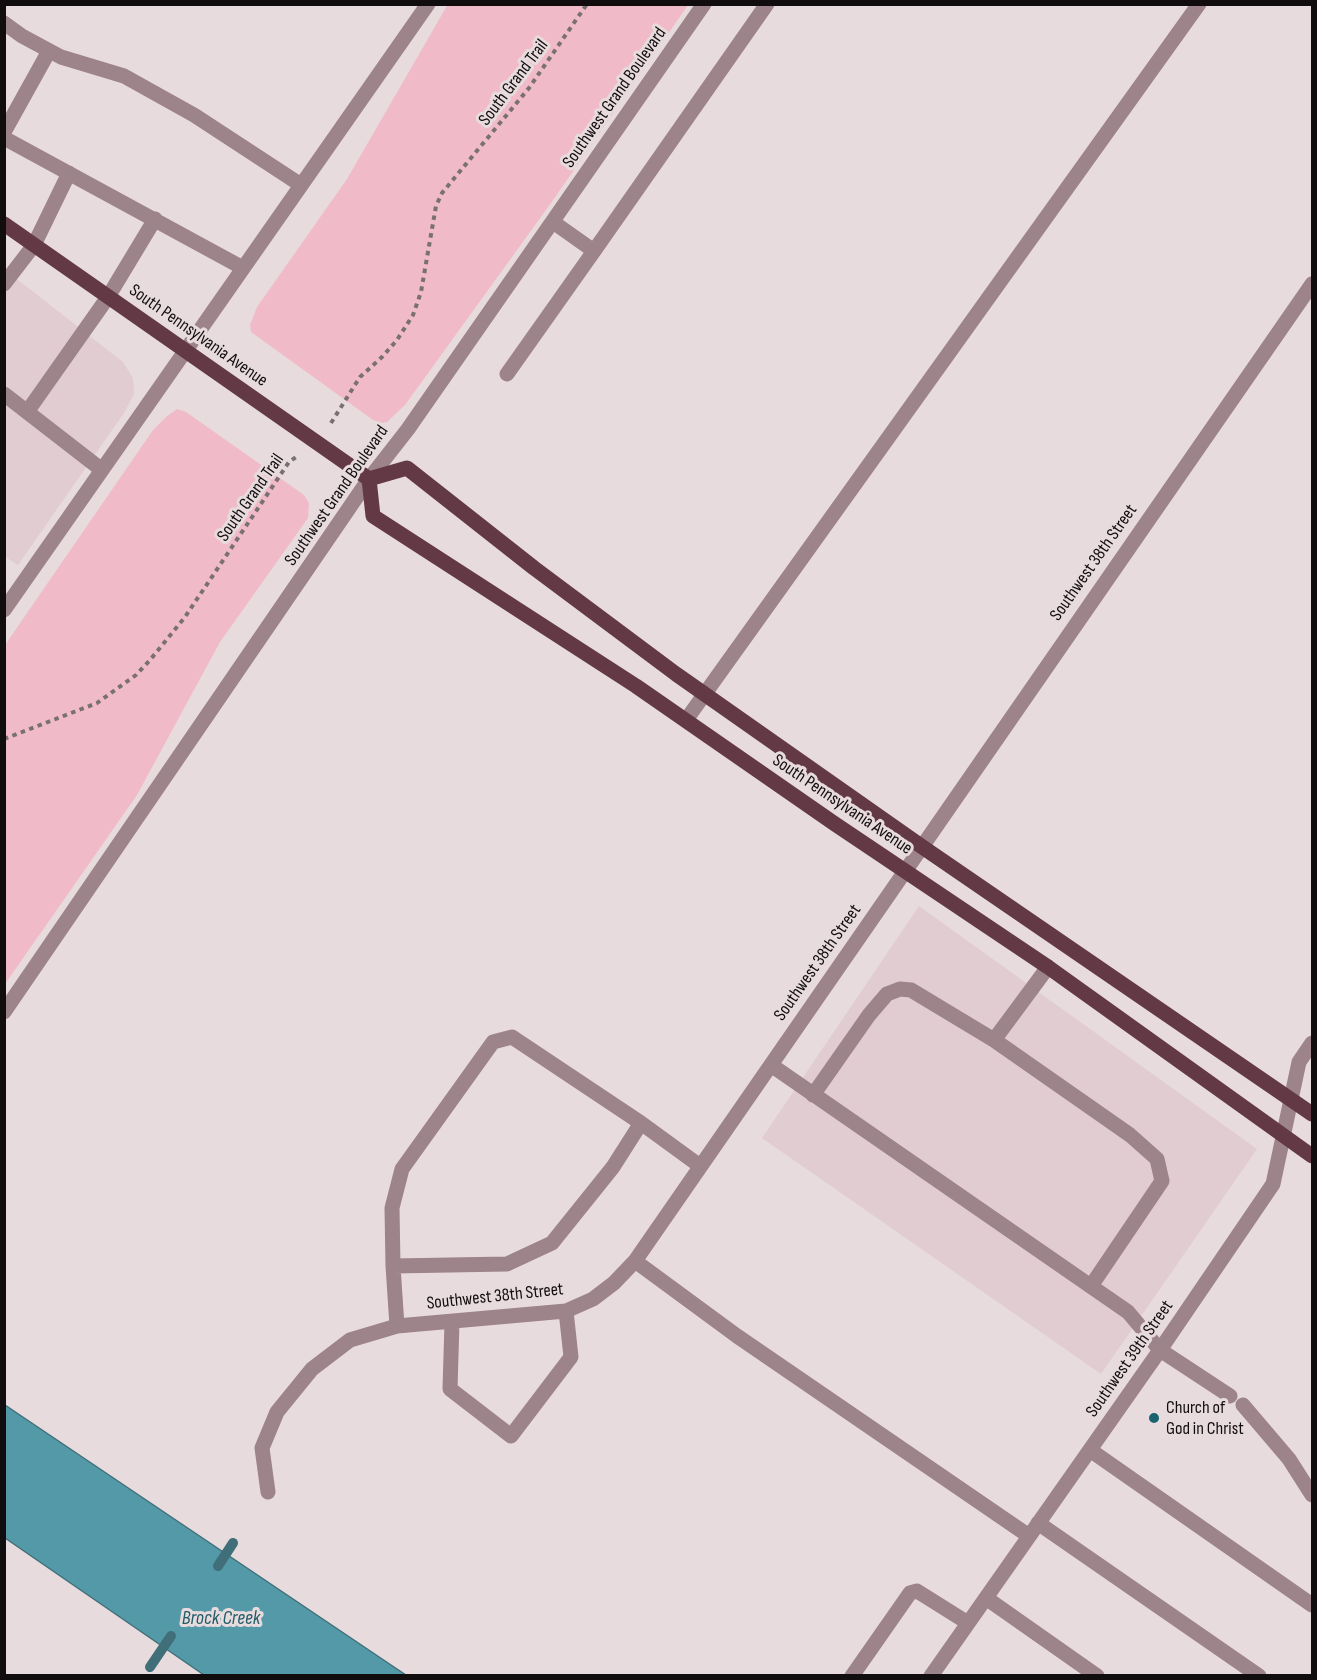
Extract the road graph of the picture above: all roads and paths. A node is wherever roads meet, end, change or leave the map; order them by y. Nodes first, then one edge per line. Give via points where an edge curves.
1 (428, 4) edge
2 (586, 4) edge
3 (704, 4) edge
4 (767, 4) edge
5 (1198, 4) edge
6 (4, 23) edge
7 (49, 51) junction
8 (4, 132) edge
9 (4, 138) edge
10 (69, 173) junction
11 (302, 184) junction
12 (155, 219) junction
13 (553, 222) junction
14 (4, 224) edge
15 (34, 244) junction
16 (594, 251) junction
17 (243, 268) junction
18 (4, 284) edge
19 (1312, 284) edge
20 (108, 297) junction
21 (185, 350) junction
22 (507, 374) dead end
23 (4, 394) edge
24 (27, 412) junction
25 (318, 443) junction
26 (102, 470) junction
27 (369, 480) junction
28 (4, 610) edge
29 (705, 694) junction
30 (686, 720) junction
31 (4, 739) edge
32 (921, 846) junction
33 (905, 872) junction
34 (1048, 967) junction
35 (4, 1012) edge
36 (994, 1040) junction
37 (1312, 1043) edge
38 (771, 1065) junction
39 (813, 1095) junction
40 (1291, 1100) junction
41 (1312, 1114) edge
42 (641, 1123) junction
43 (1284, 1137) junction
44 (1312, 1156) edge
45 (700, 1166) junction
46 (635, 1261) junction
47 (393, 1266) junction
48 (1090, 1286) junction
49 (566, 1311) junction
50 (452, 1322) junction
51 (398, 1326) junction
52 (1160, 1350) junction
53 (1230, 1396) dead end
54 (1243, 1406) dead end
55 (1090, 1450) junction
56 (268, 1492) dead end
57 (1312, 1495) edge
58 (1034, 1529) junction
59 (986, 1598) junction
60 (1312, 1605) edge
61 (968, 1623) junction
62 (853, 1675) edge
63 (931, 1676) edge
64 (1097, 1676) edge
65 (1259, 1676) edge

1 - 11 street
2 - 25 path, South Grand Trail via 529,88 442,193 413,315 397,340 360,377
3 - 13 street, Southwest Grand Boulevard
4 - 16 street
5 - 29 street
6 - 7 street
7 - 8 street
7 - 11 street via 124,76
9 - 10 street
10 - 12 street
10 - 15 street
11 - 17 street
12 - 17 street
12 - 20 street
13 - 16 street
13 - 27 street, Southwest Grand Boulevard
14 - 15 main road, South Pennsylvania Avenue
15 - 18 street
15 - 20 main road, South Pennsylvania Avenue
16 - 22 street
17 - 21 street
19 - 32 street, Southwest 38th Street
20 - 21 main road, South Pennsylvania Avenue
20 - 24 street
21 - 25 main road, South Pennsylvania Avenue
21 - 26 street
23 - 24 street
24 - 26 street
25 - 27 main road, South Pennsylvania Avenue
25 - 31 path, South Grand Trail via 289,462 185,617 136,675 97,703
26 - 28 street
27 - 29 main road, South Pennsylvania Avenue via 407,468
27 - 30 main road, South Pennsylvania Avenue via 373,516
27 - 35 street, Southwest Grand Boulevard
29 - 30 street
29 - 32 main road, South Pennsylvania Avenue
30 - 33 main road, South Pennsylvania Avenue
32 - 33 street, Southwest 38th Street
32 - 40 main road, South Pennsylvania Avenue
33 - 34 main road, South Pennsylvania Avenue
33 - 38 street, Southwest 38th Street
34 - 36 street
34 - 43 main road, South Pennsylvania Avenue
36 - 39 street via 911,990 900,989 887,994 869,1015
36 - 48 street via 1130,1135 1157,1159 1162,1181
37 - 40 street, Southwest 39th Street via 1299,1062
38 - 39 street
38 - 45 street, Southwest 38th Street
39 - 48 street
40 - 41 main road, South Pennsylvania Avenue
40 - 43 street, Southwest 39th Street
42 - 45 street
42 - 47 street via 613,1167 552,1243 507,1264
42 - 47 street via 512,1037 493,1042 402,1169 392,1208
43 - 44 main road, South Pennsylvania Avenue
43 - 52 street, Southwest 39th Street via 1273,1184
45 - 46 street, Southwest 38th Street
46 - 49 street, Southwest 38th Street via 593,1299
46 - 58 street via 738,1336
47 - 51 street
48 - 52 street via 1128,1312
49 - 50 street, Southwest 38th Street
49 - 50 street via 571,1358 511,1436 450,1389
50 - 51 street, Southwest 38th Street
51 - 56 street, Southwest 38th Street via 350,1340 312,1369 277,1412 262,1448
52 - 53 street
52 - 55 street, Southwest 39th Street
54 - 57 street via 1289,1459
55 - 58 street, Southwest 39th Street
55 - 60 street
58 - 59 street, Southwest 39th Street
58 - 65 street
59 - 61 street, Southwest 39th Street
59 - 64 street
61 - 62 street via 917,1591 910,1593
61 - 63 street, Southwest 39th Street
-=-=-
• **Assignment**
Pictures are to be omitted; otherwise, write out the data exactly as it appears.

• **Answer box**
Extract the road graph of the picture above: all roads and paths. A node is wherever roads meet, end, change or leave the map; order them by y. Nodes first, then one edge per line. Give via points where an edge curves.
1 (428, 4) edge
2 (586, 4) edge
3 (704, 4) edge
4 (767, 4) edge
5 (1198, 4) edge
6 (4, 23) edge
7 (49, 51) junction
8 (4, 132) edge
9 (4, 138) edge
10 (69, 173) junction
11 (302, 184) junction
12 (155, 219) junction
13 (553, 222) junction
14 (4, 224) edge
15 (34, 244) junction
16 (594, 251) junction
17 (243, 268) junction
18 (4, 284) edge
19 (1312, 284) edge
20 (108, 297) junction
21 (185, 350) junction
22 (507, 374) dead end
23 (4, 394) edge
24 (27, 412) junction
25 (318, 443) junction
26 (102, 470) junction
27 (369, 480) junction
28 (4, 610) edge
29 (705, 694) junction
30 (686, 720) junction
31 (4, 739) edge
32 (921, 846) junction
33 (905, 872) junction
34 (1048, 967) junction
35 (4, 1012) edge
36 (994, 1040) junction
37 (1312, 1043) edge
38 (771, 1065) junction
39 (813, 1095) junction
40 (1291, 1100) junction
41 (1312, 1114) edge
42 (641, 1123) junction
43 (1284, 1137) junction
44 (1312, 1156) edge
45 (700, 1166) junction
46 (635, 1261) junction
47 (393, 1266) junction
48 (1090, 1286) junction
49 (566, 1311) junction
50 (452, 1322) junction
51 (398, 1326) junction
52 (1160, 1350) junction
53 (1230, 1396) dead end
54 (1243, 1406) dead end
55 (1090, 1450) junction
56 (268, 1492) dead end
57 (1312, 1495) edge
58 (1034, 1529) junction
59 (986, 1598) junction
60 (1312, 1605) edge
61 (968, 1623) junction
62 (853, 1675) edge
63 (931, 1676) edge
64 (1097, 1676) edge
65 (1259, 1676) edge

1 - 11 street
2 - 25 path, South Grand Trail via 529,88 442,193 413,315 397,340 360,377
3 - 13 street, Southwest Grand Boulevard
4 - 16 street
5 - 29 street
6 - 7 street
7 - 8 street
7 - 11 street via 124,76
9 - 10 street
10 - 12 street
10 - 15 street
11 - 17 street
12 - 17 street
12 - 20 street
13 - 16 street
13 - 27 street, Southwest Grand Boulevard
14 - 15 main road, South Pennsylvania Avenue
15 - 18 street
15 - 20 main road, South Pennsylvania Avenue
16 - 22 street
17 - 21 street
19 - 32 street, Southwest 38th Street
20 - 21 main road, South Pennsylvania Avenue
20 - 24 street
21 - 25 main road, South Pennsylvania Avenue
21 - 26 street
23 - 24 street
24 - 26 street
25 - 27 main road, South Pennsylvania Avenue
25 - 31 path, South Grand Trail via 289,462 185,617 136,675 97,703
26 - 28 street
27 - 29 main road, South Pennsylvania Avenue via 407,468
27 - 30 main road, South Pennsylvania Avenue via 373,516
27 - 35 street, Southwest Grand Boulevard
29 - 30 street
29 - 32 main road, South Pennsylvania Avenue
30 - 33 main road, South Pennsylvania Avenue
32 - 33 street, Southwest 38th Street
32 - 40 main road, South Pennsylvania Avenue
33 - 34 main road, South Pennsylvania Avenue
33 - 38 street, Southwest 38th Street
34 - 36 street
34 - 43 main road, South Pennsylvania Avenue
36 - 39 street via 911,990 900,989 887,994 869,1015
36 - 48 street via 1130,1135 1157,1159 1162,1181
37 - 40 street, Southwest 39th Street via 1299,1062
38 - 39 street
38 - 45 street, Southwest 38th Street
39 - 48 street
40 - 41 main road, South Pennsylvania Avenue
40 - 43 street, Southwest 39th Street
42 - 45 street
42 - 47 street via 613,1167 552,1243 507,1264
42 - 47 street via 512,1037 493,1042 402,1169 392,1208
43 - 44 main road, South Pennsylvania Avenue
43 - 52 street, Southwest 39th Street via 1273,1184
45 - 46 street, Southwest 38th Street
46 - 49 street, Southwest 38th Street via 593,1299
46 - 58 street via 738,1336
47 - 51 street
48 - 52 street via 1128,1312
49 - 50 street, Southwest 38th Street
49 - 50 street via 571,1358 511,1436 450,1389
50 - 51 street, Southwest 38th Street
51 - 56 street, Southwest 38th Street via 350,1340 312,1369 277,1412 262,1448
52 - 53 street
52 - 55 street, Southwest 39th Street
54 - 57 street via 1289,1459
55 - 58 street, Southwest 39th Street
55 - 60 street
58 - 59 street, Southwest 39th Street
58 - 65 street
59 - 61 street, Southwest 39th Street
59 - 64 street
61 - 62 street via 917,1591 910,1593
61 - 63 street, Southwest 39th Street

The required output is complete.